Traditional football also leads the eSports front with EA FIFA now worth billions in annual revenue. The world’s biggest clubs and players have formed their own eSports teams. Leading players past and present such as Sergio Aguero, Mesut Ozil, Neymar, and Paul Pogba, are often seen playing virtually during physical off days.

The video game is so immensely popular that people relate the term FIFA to the video game and not to the sports governing body. The game brought in $20 billion in sales over the past two decades for the gaming developer. For FIFA, this is the most valuable commercial arrangement, now worth about $150 million per year.

Olympics and athletic tournaments will immensely benefit from the growing popularity of eSports.
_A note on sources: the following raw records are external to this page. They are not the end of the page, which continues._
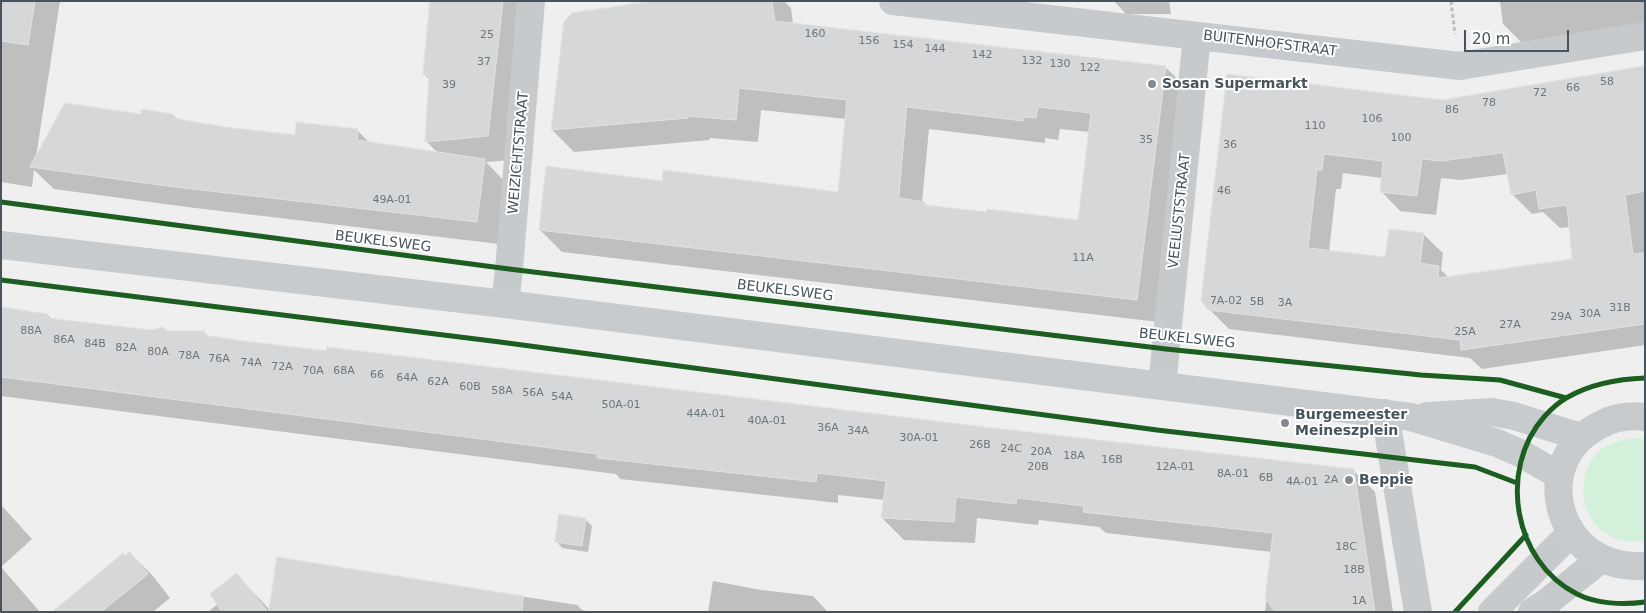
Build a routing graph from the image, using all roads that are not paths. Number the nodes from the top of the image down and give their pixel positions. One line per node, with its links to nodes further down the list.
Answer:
1 (531, 1): 6 (street, WEIZICHTSTRAAT)
2 (893, 1): 3 (street, BUITENHOFSTRAAT)
3 (1197, 36): 4 (street, BUITENHOFSTRAAT); 7 (street, VEELUSTSTRAAT)
4 (1645, 36)
5 (9, 243): 6 (main road)
6 (505, 304): 7 (main road)
7 (1162, 386): 8 (main road)
8 (1398, 415): 10 (main road); 11 (main road); 15 (street)
9 (1645, 417): 10 (main road)
10 (1581, 437): 11 (main road)
11 (1560, 476): 12 (main road)
12 (1571, 533): 13 (main road); 16 (street)
13 (1601, 559): 14 (main road); 17 (street)
14 (1645, 566)
15 (1418, 612)
16 (1492, 612)
17 (1532, 612)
Olympics in recent times has suffered a fall in TV ratings. Esports attract young eyeballs with an average age of an esports viewer at 31, much younger than the average NBA viewer.

It will also be a win-win situation with an Olympic inclusion that will provide eSports with more legitimacy. In countries like India, they are often clubbed with real money games carrying the stigma attached to gambling.

Emmanuel Macron, the president of France, in April this year said he wants some of esports’ biggest events to be a part of the 2024 Summer Olympics in Paris. “We have, in this regard, a historic opportunity: that of the 2024 Olympic Games. It is up to us to take advantage of it to make the link between the Olympiads of the two worlds by hosting the biggest sporting events in the world that year: a [CS:GO Major], the Worlds of League of Legends, and The International of Dota 2. If the French trust me, we will work on it as soon as I am elected. This is also the influence of France,” he was then quoted.

Few hurdles prevent the Olympic Committee (IOC) from officially sanctioning esports as an event. They have no global governing body, which the IOC requires for approval. And many of the world’s most popular esports games, like League of Legends, Counterstrike, and PUBG, are violent, and bay on blood.

Back in 2018, Thomas Bach, the IOC chief, said: “We cannot have in the Olympic program a game which is promoting violence or discrimination. So-called killer games. They, from our point of view, are contradictory to the Olympic values and cannot, therefore, be accepted.”

The violent games infringe upon the purported Olympic values of friendship and respect. Other implementation issues also exist as most of these games are owned by large corporations and deals have to be negotiated before exploiting the games in athletic-style events.